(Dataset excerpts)

══════════════════════════════

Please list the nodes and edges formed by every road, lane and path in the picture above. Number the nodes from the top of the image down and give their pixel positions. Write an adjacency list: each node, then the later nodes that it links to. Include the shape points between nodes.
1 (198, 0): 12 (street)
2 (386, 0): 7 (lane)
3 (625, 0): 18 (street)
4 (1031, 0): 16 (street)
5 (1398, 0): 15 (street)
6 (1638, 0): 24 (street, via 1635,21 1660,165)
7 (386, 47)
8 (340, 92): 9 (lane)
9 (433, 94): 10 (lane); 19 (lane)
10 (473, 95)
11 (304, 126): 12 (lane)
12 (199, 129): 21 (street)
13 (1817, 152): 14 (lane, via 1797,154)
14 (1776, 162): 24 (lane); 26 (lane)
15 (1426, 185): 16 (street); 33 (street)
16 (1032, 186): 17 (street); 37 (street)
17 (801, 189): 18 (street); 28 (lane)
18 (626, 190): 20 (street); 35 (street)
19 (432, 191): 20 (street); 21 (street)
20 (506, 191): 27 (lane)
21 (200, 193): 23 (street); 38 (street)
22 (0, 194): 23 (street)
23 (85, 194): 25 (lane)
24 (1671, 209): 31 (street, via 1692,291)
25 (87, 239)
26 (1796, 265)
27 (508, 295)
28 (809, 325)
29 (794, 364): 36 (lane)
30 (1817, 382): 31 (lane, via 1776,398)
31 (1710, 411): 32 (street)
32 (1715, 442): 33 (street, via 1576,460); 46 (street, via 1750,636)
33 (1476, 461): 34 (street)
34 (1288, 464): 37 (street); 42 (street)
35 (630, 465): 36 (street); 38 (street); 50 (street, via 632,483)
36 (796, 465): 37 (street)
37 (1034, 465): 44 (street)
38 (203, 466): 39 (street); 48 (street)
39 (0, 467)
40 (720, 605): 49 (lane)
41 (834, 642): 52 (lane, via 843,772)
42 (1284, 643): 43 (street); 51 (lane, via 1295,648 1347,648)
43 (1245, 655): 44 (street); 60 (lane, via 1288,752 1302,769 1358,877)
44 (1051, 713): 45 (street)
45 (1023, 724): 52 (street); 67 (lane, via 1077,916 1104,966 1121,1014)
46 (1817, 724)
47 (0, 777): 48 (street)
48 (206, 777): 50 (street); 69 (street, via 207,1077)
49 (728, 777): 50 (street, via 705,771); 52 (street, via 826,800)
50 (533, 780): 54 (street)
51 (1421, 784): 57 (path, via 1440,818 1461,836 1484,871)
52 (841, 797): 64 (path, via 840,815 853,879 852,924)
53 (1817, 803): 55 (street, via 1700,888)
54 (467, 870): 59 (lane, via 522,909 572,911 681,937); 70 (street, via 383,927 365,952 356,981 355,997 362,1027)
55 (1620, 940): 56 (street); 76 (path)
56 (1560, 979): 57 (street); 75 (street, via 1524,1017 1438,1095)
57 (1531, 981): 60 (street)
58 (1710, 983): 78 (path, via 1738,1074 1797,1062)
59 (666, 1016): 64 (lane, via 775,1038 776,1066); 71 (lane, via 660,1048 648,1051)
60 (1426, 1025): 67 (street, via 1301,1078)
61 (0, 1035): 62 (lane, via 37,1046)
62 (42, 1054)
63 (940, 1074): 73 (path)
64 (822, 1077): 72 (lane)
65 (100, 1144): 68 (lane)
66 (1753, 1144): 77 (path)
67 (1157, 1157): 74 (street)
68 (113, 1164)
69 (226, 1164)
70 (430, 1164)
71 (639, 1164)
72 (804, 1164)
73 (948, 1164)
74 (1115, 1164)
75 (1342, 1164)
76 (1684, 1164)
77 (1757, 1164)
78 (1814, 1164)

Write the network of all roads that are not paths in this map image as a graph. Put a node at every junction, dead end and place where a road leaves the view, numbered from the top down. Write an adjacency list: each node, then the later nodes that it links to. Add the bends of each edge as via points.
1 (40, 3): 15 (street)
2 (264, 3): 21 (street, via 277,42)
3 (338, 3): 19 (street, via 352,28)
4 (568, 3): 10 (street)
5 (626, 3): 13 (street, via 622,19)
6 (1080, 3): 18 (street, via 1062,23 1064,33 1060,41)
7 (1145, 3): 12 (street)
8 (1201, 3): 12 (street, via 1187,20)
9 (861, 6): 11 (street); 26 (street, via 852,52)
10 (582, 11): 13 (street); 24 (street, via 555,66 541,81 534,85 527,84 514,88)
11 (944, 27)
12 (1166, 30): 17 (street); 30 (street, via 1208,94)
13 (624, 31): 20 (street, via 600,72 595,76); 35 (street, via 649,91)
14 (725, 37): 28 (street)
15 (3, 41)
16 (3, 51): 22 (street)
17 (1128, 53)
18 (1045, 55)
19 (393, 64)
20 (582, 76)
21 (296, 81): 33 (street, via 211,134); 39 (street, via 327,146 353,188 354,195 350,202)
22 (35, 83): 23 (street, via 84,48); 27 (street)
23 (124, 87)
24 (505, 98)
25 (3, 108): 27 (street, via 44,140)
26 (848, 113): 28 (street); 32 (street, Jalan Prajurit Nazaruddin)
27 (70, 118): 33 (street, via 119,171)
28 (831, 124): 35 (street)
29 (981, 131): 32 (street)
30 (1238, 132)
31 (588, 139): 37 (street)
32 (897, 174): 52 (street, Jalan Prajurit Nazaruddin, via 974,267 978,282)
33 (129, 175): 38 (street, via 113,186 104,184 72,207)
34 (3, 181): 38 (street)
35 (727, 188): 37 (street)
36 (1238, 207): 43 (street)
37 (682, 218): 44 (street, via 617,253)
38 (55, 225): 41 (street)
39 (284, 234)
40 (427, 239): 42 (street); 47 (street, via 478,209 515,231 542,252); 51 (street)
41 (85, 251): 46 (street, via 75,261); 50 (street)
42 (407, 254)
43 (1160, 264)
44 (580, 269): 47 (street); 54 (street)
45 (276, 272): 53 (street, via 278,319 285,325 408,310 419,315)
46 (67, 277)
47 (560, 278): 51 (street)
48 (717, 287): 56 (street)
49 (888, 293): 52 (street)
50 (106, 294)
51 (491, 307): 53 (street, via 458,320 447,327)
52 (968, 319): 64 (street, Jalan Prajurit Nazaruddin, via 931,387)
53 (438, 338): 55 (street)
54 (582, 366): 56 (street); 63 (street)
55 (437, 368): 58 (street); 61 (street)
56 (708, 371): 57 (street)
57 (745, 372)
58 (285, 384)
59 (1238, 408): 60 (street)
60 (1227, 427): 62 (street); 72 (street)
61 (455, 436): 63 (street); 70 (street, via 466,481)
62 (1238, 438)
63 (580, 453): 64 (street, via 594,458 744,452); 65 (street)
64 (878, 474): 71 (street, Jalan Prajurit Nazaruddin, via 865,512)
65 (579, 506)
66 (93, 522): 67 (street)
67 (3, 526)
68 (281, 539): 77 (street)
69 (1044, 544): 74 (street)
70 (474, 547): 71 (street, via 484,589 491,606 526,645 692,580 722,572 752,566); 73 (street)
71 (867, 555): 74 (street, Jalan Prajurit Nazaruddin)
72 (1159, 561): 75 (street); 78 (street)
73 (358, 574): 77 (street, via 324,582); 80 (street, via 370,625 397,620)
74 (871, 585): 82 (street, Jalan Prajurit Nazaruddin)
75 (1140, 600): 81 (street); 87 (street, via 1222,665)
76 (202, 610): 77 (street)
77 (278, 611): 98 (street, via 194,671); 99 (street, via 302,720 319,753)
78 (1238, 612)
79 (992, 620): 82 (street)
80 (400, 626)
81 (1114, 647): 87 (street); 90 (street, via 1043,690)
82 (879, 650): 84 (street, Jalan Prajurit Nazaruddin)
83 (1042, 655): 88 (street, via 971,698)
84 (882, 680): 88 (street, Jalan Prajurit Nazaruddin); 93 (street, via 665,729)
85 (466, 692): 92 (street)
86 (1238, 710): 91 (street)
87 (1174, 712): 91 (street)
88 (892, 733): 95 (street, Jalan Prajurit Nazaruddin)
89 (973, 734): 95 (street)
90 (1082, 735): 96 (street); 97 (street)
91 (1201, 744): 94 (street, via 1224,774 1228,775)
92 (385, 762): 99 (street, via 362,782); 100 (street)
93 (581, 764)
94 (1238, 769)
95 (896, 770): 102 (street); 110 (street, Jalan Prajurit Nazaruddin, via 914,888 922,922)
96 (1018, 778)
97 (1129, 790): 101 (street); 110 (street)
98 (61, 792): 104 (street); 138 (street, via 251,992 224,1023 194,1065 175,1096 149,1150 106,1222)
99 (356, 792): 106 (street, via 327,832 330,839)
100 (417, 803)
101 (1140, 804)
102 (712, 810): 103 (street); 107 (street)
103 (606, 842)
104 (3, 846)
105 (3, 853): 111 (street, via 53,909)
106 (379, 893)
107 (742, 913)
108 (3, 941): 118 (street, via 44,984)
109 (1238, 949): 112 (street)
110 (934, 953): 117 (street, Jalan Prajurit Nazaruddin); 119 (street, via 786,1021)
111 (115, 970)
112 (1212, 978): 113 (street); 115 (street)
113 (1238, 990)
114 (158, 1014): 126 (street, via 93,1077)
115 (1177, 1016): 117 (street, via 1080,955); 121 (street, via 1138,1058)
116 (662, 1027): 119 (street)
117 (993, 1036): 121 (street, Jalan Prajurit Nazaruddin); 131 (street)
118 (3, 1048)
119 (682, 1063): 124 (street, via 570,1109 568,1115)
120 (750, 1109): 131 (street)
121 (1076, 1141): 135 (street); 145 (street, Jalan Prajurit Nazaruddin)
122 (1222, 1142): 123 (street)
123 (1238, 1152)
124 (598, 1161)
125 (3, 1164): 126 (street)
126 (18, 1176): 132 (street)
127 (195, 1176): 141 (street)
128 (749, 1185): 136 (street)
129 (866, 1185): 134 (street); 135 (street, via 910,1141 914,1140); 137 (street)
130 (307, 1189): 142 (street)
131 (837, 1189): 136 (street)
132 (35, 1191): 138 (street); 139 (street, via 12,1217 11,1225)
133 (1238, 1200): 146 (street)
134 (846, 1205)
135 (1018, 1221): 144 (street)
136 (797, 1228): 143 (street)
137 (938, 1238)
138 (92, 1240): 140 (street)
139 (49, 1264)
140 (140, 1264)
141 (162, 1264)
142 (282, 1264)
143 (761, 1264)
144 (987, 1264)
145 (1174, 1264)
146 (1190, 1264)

══════════════════════════════

**What is required**
Collect every line with the string "that" from the records, and copy each.

**Answer box**
Please list the nodes and edges formed by every road, lane and path in the picture above. Number the nodes from the top of the image down and give their pixel positions. Write an adjacency list: each node, then the later nodes that it links to. Include the shape points between nodes.
Write the network of all roads that are not paths in this map image as a graph. Put a node at every junction, dead end and place where a road leaves the view, numbered from the top down. Write an adjacency list: each node, then the later nodes that it links to. Add the bends of each edge as via points.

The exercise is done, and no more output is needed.